It’s Halloween, and it sure gets lonely here

People like us — who live along a country road with no sidewalks or streetlights — on Halloween are like whaling widows from the 1700s, who keep the candle burning in the window night after night, waiting for their husbands who years ago were lost at sea.

Despite the fact that we live on Elm Street – an iconic name in horror movies — Halloween is a dud. No parent wants their child trick-or-treating on a winding road with no lights and plenty of blind turns; the type of road that Freddie Krueger would have relished.

Still, year after year we carve the pumpkins, buy bags of Reese’s peanut butter cups that end up in the freezer, and put on the lights, hoping that we will enjoy a classic Halloween, haunted by princesses, jedis, ninjas and ghouls. This year, as we gaze out the window at the chrysanthemums and corn stalks smothered by an early snow, does not look promising.

We can usually count on the three small children from the next house visiting early in the evening, before their parents drive them off to more pedestrian-friendly neighborhoods. And our son and his friends will load up on our candy before they too decamp for happier Halloween hunting grounds — where the homes are close together and a pillowcase can be filled in the time it takes to watch two episodes of Sponge Bob.

A few years ago was a banner year. We had a total of 12 trick-or-treaters: the three children from next door, then John and his pals. The doorbell did not ring for at least an hour, then lo! A half dozen teens appeared on our doorstep, all dressed as slashers. It was our friends’ son and his friends, They made pleasant conversation and helped themselves to some candy before getting down to business: inquiring politely if they could use our bathroom.
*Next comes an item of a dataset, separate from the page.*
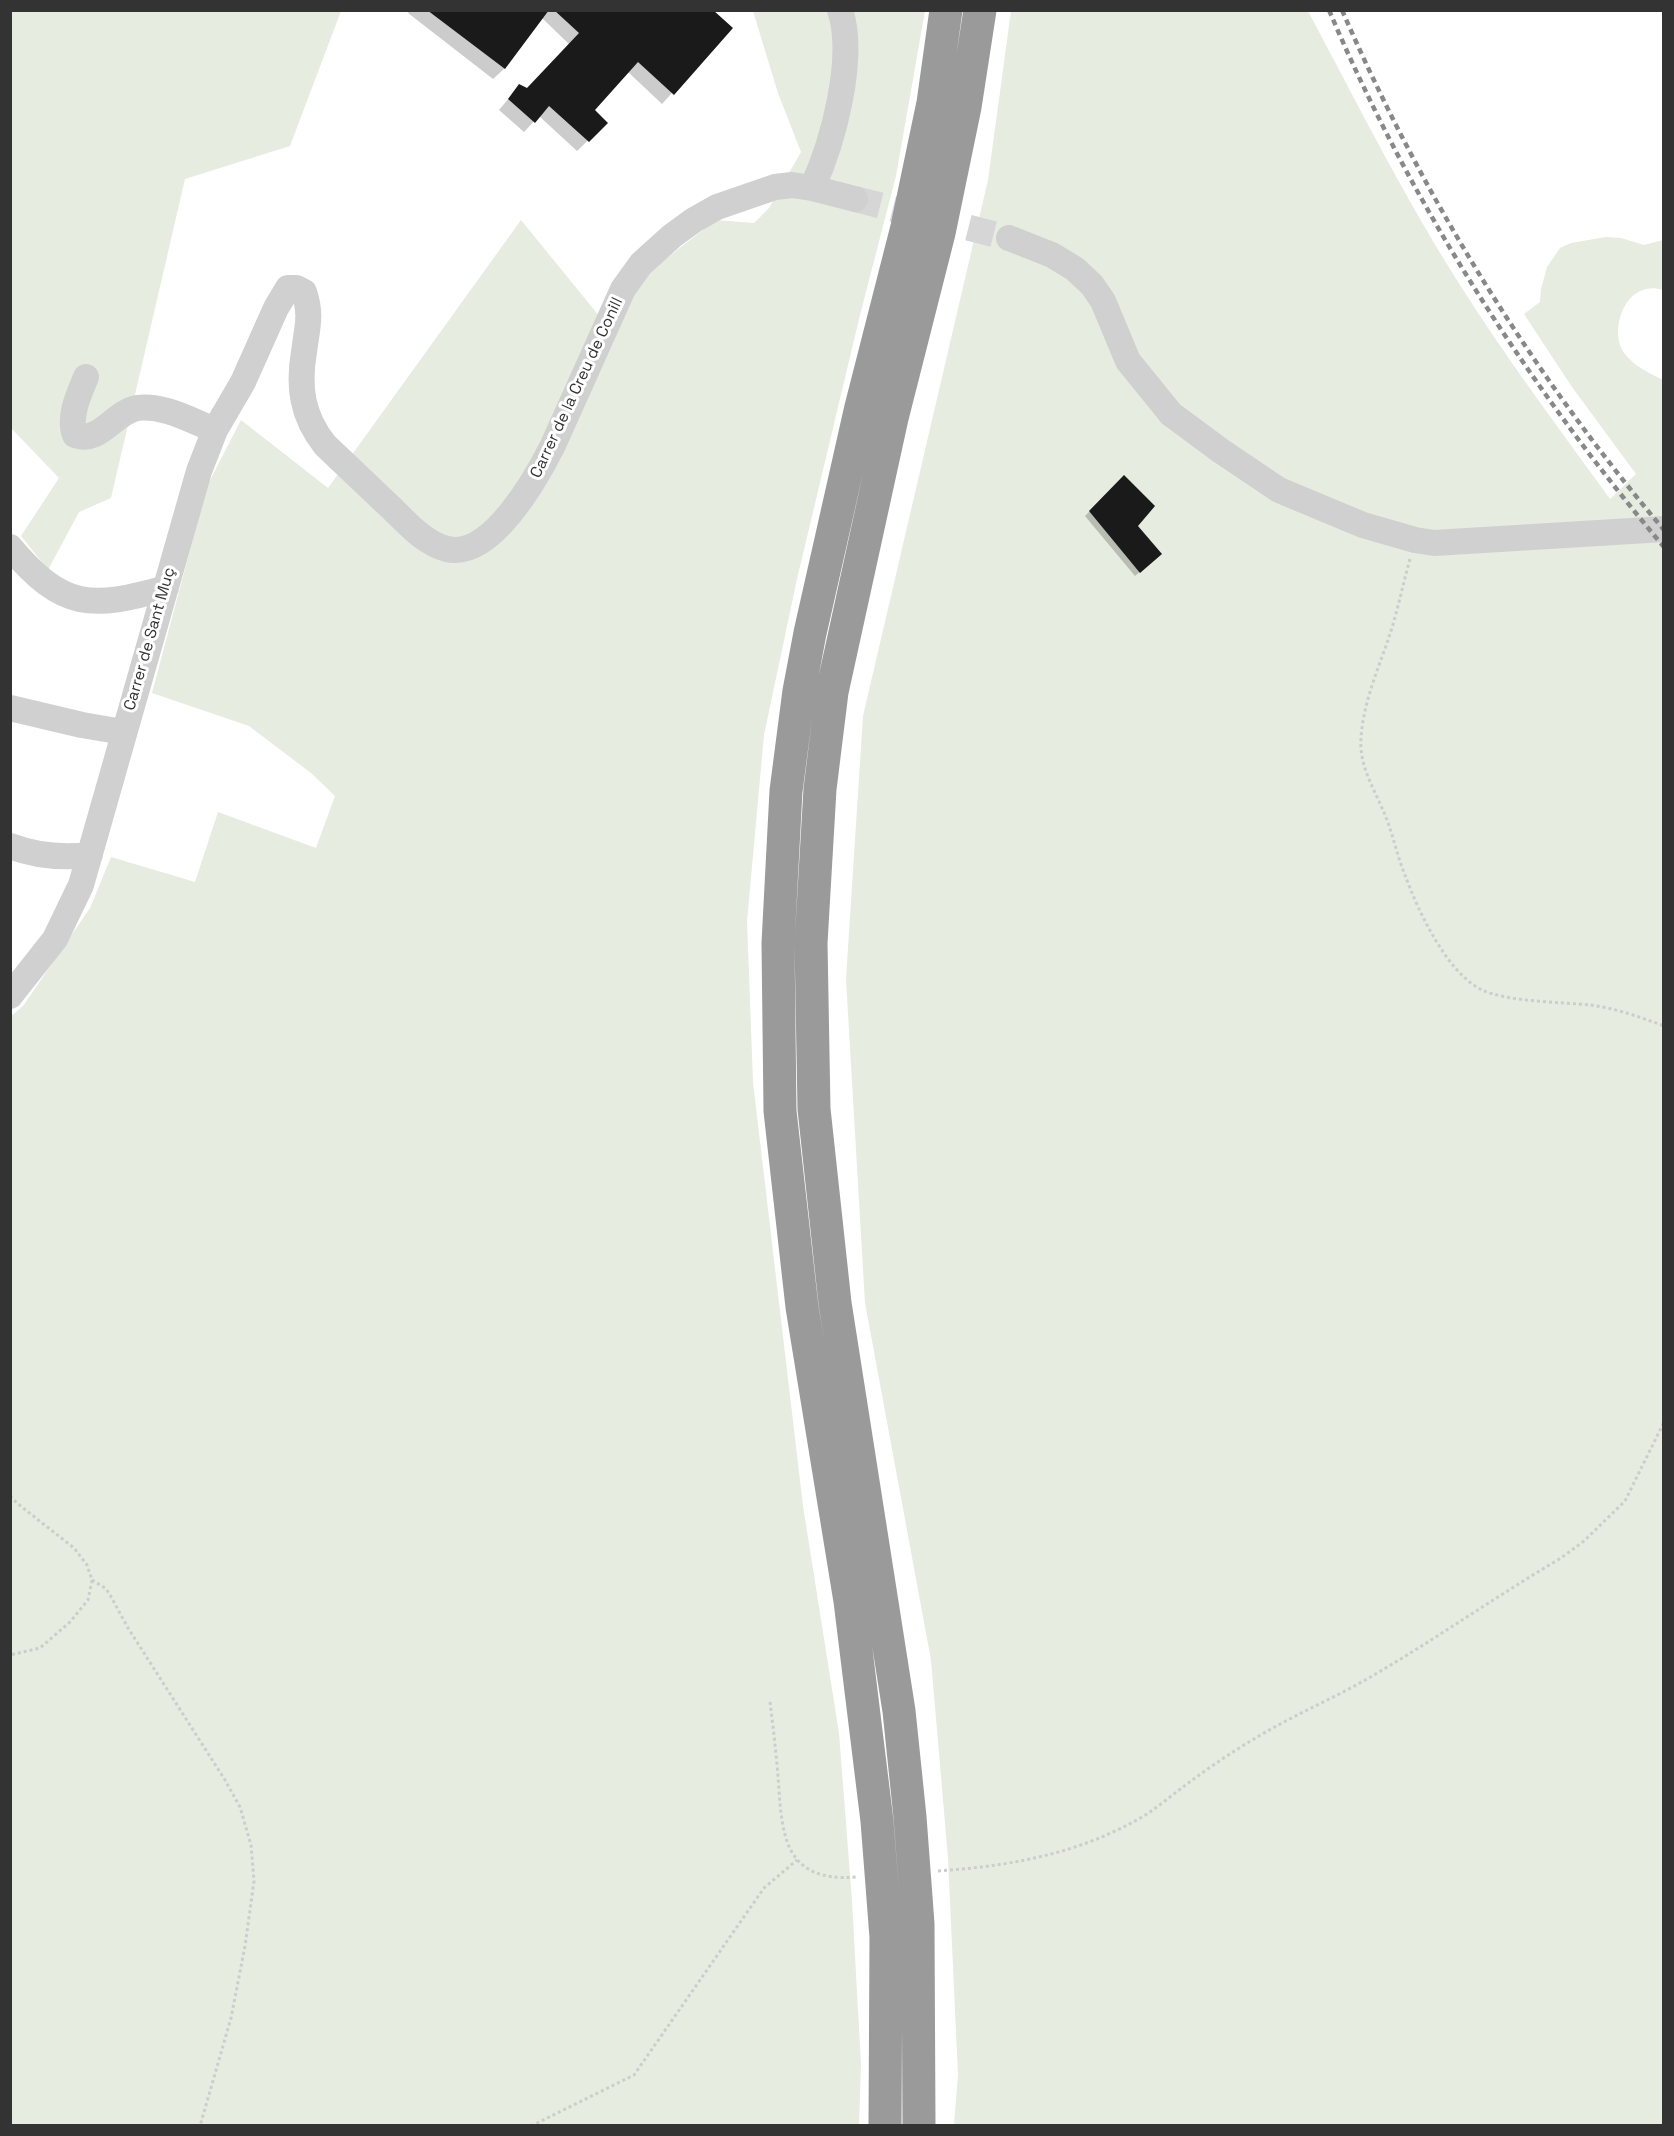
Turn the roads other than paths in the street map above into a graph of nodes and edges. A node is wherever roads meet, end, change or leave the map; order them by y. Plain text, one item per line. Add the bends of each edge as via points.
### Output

I guess we could just keep the lights off and not open up for Halloween. But I am still haunted by the memories of the Oldhams, the one household in my childhood neighborhood that did not open up. Their house and front path was spattered with burst eggs, which they’d hose off every Nov. 1. And old Eddie, may he rest in peace, would complain bitterly to my parents about “those G-D kids” and how “it’s a terrible world out there.”

Halloween is the only time I miss my former home in Pennsylvania, in a new development where everyone had small children. Back then I would make at least 80 candy bags and they would be gone within an hour. Neighborhood children would visit, and as they grew older they brought posses from other neighborhoods. We also had a spread for the adults accompanying the little ones: pumpkin bread, cheese and crackers and (most importantly) cider spiked with Laird’s Applejack. One of the dads, a school principal who always dressed in drag for Halloween, would down two glasses while the kids loaded up on candy; then took one for the road. Each year our home became more and more of a draw; I wonder why? 😉

But this year on Elm Street, where on any other day we’d savor the peace and the privacy, Halloween will be a lonely time. Still, we go through the motions and hope for the best.

Tonight we’ll carve the pumpkin like we always do. Tomorrow night we’ll find a used but still substantial candle and place it inside; then set the illuminated pumpkin on a rock by our driveway…in plain view of anyone who passes by. We’ll put on all the lights in front of the house, to make it look welcoming. And we’ll wait.